*** Opening Data for this task ***

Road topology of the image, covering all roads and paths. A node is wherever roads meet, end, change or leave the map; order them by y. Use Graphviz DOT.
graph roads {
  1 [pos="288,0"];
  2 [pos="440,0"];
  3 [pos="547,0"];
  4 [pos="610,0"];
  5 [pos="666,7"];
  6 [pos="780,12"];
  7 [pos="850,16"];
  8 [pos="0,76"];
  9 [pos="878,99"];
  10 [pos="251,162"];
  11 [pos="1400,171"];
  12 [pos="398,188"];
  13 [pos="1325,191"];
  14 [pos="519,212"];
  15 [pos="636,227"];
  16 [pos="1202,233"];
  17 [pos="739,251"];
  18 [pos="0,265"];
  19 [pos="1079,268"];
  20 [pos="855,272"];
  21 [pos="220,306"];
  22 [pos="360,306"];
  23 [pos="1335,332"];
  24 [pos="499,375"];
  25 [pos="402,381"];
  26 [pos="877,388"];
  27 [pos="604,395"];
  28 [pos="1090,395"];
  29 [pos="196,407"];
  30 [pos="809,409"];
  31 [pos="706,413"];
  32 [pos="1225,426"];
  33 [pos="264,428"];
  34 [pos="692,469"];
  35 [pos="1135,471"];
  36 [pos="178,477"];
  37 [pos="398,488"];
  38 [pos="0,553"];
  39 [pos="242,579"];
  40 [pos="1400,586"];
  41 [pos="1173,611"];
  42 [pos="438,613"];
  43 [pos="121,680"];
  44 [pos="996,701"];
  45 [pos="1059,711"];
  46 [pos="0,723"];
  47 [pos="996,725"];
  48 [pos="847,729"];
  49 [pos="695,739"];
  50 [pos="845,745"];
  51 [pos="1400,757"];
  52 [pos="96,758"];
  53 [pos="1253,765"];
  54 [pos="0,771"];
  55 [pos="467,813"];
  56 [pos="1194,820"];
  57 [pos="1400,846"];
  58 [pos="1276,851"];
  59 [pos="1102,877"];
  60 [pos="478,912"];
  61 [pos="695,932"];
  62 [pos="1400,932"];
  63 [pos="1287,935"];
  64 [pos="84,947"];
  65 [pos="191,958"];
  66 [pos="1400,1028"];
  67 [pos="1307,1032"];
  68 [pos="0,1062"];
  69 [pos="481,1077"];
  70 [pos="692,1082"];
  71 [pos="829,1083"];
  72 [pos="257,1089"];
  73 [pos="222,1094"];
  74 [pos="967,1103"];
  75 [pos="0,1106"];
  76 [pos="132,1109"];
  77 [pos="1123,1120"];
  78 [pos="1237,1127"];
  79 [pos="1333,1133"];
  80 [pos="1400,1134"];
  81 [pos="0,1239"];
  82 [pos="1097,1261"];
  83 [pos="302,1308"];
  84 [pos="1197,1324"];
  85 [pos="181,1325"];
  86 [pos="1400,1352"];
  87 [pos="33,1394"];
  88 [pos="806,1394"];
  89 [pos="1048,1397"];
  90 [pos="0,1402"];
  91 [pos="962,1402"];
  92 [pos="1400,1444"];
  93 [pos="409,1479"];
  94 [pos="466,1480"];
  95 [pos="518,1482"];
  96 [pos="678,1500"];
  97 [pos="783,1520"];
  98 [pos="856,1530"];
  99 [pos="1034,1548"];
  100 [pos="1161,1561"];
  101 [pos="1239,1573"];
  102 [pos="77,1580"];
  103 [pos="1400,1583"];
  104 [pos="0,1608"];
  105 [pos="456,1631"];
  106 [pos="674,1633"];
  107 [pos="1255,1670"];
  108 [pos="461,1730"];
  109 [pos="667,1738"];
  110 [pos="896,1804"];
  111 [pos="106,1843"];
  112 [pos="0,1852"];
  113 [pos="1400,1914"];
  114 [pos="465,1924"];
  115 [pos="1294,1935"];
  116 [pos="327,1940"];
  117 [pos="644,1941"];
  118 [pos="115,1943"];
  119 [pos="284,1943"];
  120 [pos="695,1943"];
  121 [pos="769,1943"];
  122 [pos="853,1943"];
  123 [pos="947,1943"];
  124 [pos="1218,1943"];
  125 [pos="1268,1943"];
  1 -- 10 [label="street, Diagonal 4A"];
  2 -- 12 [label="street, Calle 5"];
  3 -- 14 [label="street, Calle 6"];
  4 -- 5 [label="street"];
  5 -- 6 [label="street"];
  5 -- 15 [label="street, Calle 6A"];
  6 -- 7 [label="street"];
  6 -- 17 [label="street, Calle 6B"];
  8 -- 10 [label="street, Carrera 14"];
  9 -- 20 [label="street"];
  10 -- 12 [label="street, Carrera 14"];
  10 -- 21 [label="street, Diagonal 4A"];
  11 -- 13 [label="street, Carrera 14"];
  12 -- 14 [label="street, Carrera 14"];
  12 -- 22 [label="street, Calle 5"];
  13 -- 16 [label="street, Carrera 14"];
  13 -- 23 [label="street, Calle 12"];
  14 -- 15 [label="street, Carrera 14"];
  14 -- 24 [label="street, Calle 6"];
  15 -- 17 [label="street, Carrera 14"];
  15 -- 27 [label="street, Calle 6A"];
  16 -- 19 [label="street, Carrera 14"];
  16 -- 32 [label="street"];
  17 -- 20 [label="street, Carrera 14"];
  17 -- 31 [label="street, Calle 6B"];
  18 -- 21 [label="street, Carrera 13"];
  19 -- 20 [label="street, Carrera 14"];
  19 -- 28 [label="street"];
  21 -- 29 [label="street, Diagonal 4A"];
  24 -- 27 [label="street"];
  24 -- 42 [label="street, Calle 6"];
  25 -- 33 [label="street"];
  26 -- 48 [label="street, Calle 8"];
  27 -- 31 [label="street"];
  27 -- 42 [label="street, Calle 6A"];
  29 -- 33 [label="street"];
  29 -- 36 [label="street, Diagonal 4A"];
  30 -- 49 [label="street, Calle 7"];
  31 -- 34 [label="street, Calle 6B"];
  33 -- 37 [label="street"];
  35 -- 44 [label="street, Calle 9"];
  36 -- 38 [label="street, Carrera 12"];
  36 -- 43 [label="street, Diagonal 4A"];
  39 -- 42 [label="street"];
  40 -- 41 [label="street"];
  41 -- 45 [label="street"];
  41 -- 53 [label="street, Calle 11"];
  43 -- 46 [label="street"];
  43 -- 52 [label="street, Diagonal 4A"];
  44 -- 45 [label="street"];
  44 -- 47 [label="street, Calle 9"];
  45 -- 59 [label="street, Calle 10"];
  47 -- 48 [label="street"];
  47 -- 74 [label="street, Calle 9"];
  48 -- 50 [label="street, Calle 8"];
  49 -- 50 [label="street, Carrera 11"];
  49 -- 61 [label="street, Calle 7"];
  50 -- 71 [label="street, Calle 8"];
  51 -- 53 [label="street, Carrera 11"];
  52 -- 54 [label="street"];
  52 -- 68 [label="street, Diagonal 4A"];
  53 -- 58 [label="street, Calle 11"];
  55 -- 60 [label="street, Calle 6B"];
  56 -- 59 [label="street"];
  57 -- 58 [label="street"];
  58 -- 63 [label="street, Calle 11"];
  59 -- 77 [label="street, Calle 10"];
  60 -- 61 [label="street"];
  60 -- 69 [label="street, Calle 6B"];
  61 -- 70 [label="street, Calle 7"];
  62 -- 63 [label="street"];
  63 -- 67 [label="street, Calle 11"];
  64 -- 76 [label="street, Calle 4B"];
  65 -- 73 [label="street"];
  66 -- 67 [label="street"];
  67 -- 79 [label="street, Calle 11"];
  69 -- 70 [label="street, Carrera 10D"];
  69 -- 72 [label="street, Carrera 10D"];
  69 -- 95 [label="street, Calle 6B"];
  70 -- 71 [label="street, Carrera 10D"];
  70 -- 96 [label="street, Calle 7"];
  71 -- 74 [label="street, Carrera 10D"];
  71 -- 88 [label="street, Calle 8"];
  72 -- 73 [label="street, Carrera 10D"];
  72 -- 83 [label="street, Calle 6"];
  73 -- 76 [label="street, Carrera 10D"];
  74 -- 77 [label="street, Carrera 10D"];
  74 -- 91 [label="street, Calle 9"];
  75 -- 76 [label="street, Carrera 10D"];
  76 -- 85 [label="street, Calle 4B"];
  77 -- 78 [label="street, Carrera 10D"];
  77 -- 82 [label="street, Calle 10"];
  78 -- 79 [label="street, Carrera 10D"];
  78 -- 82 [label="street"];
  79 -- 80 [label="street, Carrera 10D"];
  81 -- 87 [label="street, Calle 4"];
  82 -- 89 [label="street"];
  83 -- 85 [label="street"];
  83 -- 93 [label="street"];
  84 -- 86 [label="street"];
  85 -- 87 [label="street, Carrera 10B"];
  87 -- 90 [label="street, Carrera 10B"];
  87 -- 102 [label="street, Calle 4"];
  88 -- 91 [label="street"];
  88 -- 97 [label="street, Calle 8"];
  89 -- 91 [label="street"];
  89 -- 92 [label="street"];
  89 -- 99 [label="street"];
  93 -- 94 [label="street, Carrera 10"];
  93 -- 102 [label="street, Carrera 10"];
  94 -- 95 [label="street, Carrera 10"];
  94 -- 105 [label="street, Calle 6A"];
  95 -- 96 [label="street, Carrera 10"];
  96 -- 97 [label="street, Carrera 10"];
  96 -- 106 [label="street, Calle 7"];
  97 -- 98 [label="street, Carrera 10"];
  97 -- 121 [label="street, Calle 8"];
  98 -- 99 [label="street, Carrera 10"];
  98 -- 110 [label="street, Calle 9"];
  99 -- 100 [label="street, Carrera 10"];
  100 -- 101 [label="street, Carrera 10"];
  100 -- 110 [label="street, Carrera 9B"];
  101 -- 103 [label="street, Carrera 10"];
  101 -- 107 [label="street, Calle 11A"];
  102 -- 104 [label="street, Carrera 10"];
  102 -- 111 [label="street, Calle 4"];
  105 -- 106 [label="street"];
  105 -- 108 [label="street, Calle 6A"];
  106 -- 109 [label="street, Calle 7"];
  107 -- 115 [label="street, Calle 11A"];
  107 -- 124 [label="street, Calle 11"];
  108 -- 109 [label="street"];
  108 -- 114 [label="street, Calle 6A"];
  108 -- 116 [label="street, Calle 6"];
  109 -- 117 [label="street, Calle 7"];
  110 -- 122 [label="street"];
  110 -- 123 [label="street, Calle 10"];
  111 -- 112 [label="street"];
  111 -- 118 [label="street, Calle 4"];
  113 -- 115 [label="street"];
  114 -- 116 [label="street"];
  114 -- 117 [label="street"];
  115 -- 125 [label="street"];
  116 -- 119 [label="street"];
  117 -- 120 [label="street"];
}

*** Closing Data for this task ***

__Exercise instructions__
Within the records above, determine how many lines contain the word "Diagonal". Respond with that number and no other text.

__Answer space__
7